Two stars. Because it would be trite, not to mention over-generous, to give it 3.14. And because there is at the core of the narrative an intriguing, if appallingly delivered and terribly developed, basic concept. And I have, shockingly, read worse.
on 1 October 2006
I feel I had to write a review on this novel, to offer advice which can alter your reading experience of this novel. Stick with it!
People with a short attention span will suffer for the first 93 pages, where we are 'treated' to a history of the events of Piscines life, and his philosophies, generally shaped by a devotion to religion, and not just the one. He also babbles on about his zoo, which, for me, made me give up reading this on the first attempt.
It is only when we get to the meat of the story that this book comes to life. We are treated, essentially, to a fellow on a life raft with a hyena, and oragutang, a zebra and a bengal tiger. As one can predict, these numbers are whittled down. Then we have a tale of survival, but more than that, when a desperate desire for comparison drives him to befriend said tiger, we begin to see the point of the first 100 pages.
I must admit, there are some bizarre scenes. For instance, Pi goes blind, and then finds there is someone else to chat to in the boat, who tries to murder him, and then of course, we have the incident of the living green island which I actually emjoyed.
In short, this is a survival novel, not quite in the same vein as Robinson Crusoe, but with many interesting twists. It is a commentary on religion and philosophy, and friendship in many ways. The tale is vivid after the initial disappointment, and told wonderfully. It's not often I praise a novel, but when I do, it is deserved.
on 26 March 2015
I tried with all my might to finish but I couldn't.
The book opens beautifully, with a bit of background info, beautiful quotes and imagery. Unfortunatly after 5 or 6 chapters this dies and your left with a rambling story ( if it can be called one) of faith and religion. As a former RE teacher, I found it completly unbelieveable , frustrating, boring, tedious, heavy and without substance.

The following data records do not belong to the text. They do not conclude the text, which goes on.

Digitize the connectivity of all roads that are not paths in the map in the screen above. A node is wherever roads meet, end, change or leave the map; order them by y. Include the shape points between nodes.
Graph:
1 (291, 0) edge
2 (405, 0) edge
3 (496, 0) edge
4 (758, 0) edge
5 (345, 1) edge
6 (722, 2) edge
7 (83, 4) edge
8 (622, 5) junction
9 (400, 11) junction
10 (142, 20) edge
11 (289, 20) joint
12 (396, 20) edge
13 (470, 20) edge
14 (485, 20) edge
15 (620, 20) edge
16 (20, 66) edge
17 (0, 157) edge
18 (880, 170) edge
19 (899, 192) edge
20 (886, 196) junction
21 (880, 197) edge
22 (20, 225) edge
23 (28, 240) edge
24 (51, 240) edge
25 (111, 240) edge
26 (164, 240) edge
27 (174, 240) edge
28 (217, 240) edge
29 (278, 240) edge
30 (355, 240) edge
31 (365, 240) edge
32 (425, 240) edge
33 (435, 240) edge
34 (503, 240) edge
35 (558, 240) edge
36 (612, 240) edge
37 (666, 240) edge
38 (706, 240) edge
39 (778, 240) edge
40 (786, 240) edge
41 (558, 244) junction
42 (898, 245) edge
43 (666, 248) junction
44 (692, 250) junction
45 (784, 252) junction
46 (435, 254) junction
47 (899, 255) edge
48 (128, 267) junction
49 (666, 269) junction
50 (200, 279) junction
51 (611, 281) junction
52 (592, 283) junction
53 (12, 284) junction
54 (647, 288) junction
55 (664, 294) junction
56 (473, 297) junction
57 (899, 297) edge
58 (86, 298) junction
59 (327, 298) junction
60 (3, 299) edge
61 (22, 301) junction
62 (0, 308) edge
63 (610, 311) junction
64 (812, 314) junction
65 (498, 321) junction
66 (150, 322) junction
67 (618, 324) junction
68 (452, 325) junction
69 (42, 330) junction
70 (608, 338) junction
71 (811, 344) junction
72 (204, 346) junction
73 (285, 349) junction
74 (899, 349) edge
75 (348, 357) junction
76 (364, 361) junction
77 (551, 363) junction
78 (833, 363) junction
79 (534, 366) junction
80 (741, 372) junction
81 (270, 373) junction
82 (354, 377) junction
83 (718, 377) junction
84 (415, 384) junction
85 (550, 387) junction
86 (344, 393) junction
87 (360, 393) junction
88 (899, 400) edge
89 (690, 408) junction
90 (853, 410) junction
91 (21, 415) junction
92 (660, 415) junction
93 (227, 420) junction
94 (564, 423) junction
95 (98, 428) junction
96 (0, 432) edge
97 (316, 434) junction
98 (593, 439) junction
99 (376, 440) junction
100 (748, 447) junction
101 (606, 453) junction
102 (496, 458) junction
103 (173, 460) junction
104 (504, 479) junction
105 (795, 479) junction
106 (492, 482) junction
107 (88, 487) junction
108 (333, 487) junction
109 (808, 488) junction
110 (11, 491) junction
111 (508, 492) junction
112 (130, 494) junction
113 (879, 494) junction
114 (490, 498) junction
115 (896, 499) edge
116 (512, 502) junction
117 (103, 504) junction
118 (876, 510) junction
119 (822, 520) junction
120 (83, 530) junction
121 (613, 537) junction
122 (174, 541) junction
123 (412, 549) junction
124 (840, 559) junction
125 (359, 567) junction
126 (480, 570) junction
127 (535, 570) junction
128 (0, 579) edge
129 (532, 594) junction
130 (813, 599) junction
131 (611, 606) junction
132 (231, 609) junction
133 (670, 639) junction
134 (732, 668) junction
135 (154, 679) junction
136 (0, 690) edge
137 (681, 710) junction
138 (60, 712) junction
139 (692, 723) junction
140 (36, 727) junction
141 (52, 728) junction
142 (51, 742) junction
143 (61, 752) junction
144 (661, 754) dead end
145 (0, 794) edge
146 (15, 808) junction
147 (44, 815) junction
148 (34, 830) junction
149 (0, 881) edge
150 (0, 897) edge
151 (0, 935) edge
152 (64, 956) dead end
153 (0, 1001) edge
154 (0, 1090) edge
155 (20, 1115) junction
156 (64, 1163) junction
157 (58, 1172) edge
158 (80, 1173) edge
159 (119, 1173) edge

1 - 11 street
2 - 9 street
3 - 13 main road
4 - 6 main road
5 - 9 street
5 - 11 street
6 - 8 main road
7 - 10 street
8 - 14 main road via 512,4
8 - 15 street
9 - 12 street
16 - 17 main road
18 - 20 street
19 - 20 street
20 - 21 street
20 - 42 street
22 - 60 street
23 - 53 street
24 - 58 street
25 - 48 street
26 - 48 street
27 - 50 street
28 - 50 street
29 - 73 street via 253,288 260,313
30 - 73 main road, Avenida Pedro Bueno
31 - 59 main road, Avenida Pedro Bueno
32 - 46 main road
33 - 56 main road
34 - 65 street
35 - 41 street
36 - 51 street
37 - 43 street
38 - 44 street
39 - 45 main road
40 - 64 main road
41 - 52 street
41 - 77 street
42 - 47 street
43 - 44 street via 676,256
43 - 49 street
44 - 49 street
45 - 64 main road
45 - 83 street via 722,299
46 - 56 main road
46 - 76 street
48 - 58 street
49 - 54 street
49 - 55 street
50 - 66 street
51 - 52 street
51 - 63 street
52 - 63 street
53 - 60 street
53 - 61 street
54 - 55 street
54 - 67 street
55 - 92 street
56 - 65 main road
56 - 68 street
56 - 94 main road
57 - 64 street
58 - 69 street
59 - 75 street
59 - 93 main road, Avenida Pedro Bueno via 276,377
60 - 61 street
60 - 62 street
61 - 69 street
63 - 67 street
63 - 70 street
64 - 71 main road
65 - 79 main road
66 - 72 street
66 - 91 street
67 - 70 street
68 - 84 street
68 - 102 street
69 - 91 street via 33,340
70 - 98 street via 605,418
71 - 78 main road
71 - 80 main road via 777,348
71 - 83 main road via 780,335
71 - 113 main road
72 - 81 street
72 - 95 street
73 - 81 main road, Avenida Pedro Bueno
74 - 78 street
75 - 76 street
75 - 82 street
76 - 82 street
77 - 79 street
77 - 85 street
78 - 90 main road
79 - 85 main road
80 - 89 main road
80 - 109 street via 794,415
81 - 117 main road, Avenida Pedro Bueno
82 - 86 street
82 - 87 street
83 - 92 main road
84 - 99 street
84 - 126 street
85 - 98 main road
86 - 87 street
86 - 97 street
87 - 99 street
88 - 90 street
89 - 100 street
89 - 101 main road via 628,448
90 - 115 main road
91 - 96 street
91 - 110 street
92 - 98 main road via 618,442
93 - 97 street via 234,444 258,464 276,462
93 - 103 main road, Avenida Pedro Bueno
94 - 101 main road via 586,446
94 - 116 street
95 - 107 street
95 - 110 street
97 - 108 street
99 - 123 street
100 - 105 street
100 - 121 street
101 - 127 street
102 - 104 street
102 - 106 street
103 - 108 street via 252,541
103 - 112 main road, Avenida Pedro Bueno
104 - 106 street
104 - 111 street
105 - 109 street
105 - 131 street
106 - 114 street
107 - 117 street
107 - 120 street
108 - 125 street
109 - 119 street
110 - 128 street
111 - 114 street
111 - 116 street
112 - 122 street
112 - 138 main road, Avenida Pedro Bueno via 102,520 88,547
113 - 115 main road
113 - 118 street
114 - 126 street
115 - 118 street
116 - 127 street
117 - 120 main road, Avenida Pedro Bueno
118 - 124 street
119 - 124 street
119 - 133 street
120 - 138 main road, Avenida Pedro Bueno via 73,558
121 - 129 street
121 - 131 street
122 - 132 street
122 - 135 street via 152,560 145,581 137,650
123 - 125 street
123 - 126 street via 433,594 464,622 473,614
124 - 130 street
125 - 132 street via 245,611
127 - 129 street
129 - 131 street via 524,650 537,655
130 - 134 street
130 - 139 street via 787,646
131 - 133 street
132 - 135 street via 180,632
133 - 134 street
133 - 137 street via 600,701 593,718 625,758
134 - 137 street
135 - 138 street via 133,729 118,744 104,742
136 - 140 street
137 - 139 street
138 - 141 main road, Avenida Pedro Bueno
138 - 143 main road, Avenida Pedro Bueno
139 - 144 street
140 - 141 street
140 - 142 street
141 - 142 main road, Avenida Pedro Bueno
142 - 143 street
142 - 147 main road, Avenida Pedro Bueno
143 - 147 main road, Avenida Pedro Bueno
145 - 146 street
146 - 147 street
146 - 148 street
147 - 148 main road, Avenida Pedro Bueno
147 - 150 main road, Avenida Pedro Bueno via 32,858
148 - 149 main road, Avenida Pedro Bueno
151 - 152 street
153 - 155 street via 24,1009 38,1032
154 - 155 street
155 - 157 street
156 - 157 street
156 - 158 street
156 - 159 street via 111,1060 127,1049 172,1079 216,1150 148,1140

Really annoyed I wasted 3 nights trying to finish this. Lucky it was a gift so I didnt waste a cent.
on 7 September 2009
A beautifully written shaggy-dog story in which a religiously-minded Indian teenager from a zoo keeping family has an fateful sea accident leaving him alone on a small lifeboat with only a large Bengal tiger for company. Most of the tall tale focuses on the rather exciting battle for survival over many months and adventures with his killer companion. A charming opening part explains how the boy - Pi (short for Piscine, of course) - came to be shipwrecked and a sequel maybe challenges the very veracity of the story. The key is in the engaging style of writing though, one part magic realism and two parts hyper-realism. The saga unfolds in breathtakingly poetic detail, at once sensual, spiritual and scientific. The tensions between the rational and the religious continuously bubble up and the fable-like format opens the book up to all sorts of potential interpretation as a philosophy, metaphor or allegory. You simply can enjoy it as a boy's own adventure, though, so authentically and intricately described it almost seems true. Rightly claimed as a modern classic almost immediately after publication.